◆ Data for this task:
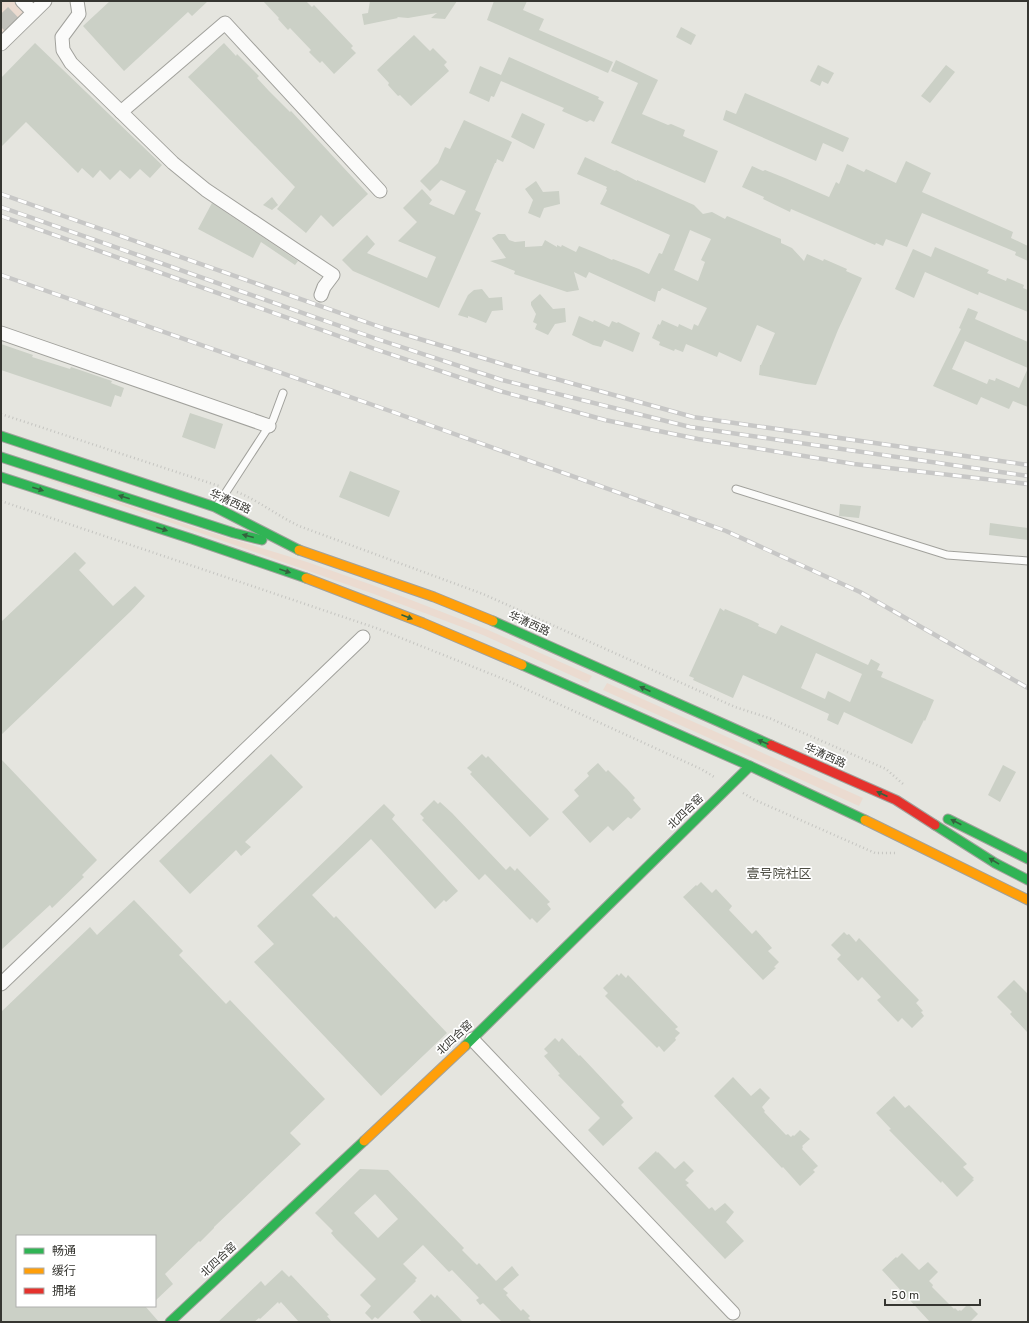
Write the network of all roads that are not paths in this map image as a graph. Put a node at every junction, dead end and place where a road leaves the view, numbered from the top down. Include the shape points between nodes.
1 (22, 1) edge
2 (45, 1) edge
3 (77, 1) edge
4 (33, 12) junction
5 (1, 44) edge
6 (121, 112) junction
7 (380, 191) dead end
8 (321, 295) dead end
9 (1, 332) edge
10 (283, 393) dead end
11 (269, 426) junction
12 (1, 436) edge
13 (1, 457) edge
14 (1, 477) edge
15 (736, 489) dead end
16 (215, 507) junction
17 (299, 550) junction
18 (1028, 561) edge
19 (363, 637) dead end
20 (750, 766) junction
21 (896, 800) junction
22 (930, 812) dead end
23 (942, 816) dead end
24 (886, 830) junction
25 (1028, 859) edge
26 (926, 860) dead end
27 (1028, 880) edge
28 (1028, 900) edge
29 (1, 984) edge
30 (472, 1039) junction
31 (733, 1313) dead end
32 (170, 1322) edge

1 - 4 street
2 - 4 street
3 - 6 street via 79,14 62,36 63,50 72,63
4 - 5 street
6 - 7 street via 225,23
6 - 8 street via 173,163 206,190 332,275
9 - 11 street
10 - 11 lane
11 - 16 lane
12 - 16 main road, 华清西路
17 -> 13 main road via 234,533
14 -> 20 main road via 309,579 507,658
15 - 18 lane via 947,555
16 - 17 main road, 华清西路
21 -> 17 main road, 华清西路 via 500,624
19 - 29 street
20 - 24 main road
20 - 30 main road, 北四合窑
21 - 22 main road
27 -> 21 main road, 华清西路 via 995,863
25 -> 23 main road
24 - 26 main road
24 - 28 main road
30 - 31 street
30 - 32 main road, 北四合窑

◆ Work to complete: Write the entries above out again exactly, omitting each image.

◆ Solution:
Write the network of all roads that are not paths in this map image as a graph. Put a node at every junction, dead end and place where a road leaves the view, numbered from the top down. Include the shape points between nodes.
1 (22, 1) edge
2 (45, 1) edge
3 (77, 1) edge
4 (33, 12) junction
5 (1, 44) edge
6 (121, 112) junction
7 (380, 191) dead end
8 (321, 295) dead end
9 (1, 332) edge
10 (283, 393) dead end
11 (269, 426) junction
12 (1, 436) edge
13 (1, 457) edge
14 (1, 477) edge
15 (736, 489) dead end
16 (215, 507) junction
17 (299, 550) junction
18 (1028, 561) edge
19 (363, 637) dead end
20 (750, 766) junction
21 (896, 800) junction
22 (930, 812) dead end
23 (942, 816) dead end
24 (886, 830) junction
25 (1028, 859) edge
26 (926, 860) dead end
27 (1028, 880) edge
28 (1028, 900) edge
29 (1, 984) edge
30 (472, 1039) junction
31 (733, 1313) dead end
32 (170, 1322) edge

1 - 4 street
2 - 4 street
3 - 6 street via 79,14 62,36 63,50 72,63
4 - 5 street
6 - 7 street via 225,23
6 - 8 street via 173,163 206,190 332,275
9 - 11 street
10 - 11 lane
11 - 16 lane
12 - 16 main road, 华清西路
17 -> 13 main road via 234,533
14 -> 20 main road via 309,579 507,658
15 - 18 lane via 947,555
16 - 17 main road, 华清西路
21 -> 17 main road, 华清西路 via 500,624
19 - 29 street
20 - 24 main road
20 - 30 main road, 北四合窑
21 - 22 main road
27 -> 21 main road, 华清西路 via 995,863
25 -> 23 main road
24 - 26 main road
24 - 28 main road
30 - 31 street
30 - 32 main road, 北四合窑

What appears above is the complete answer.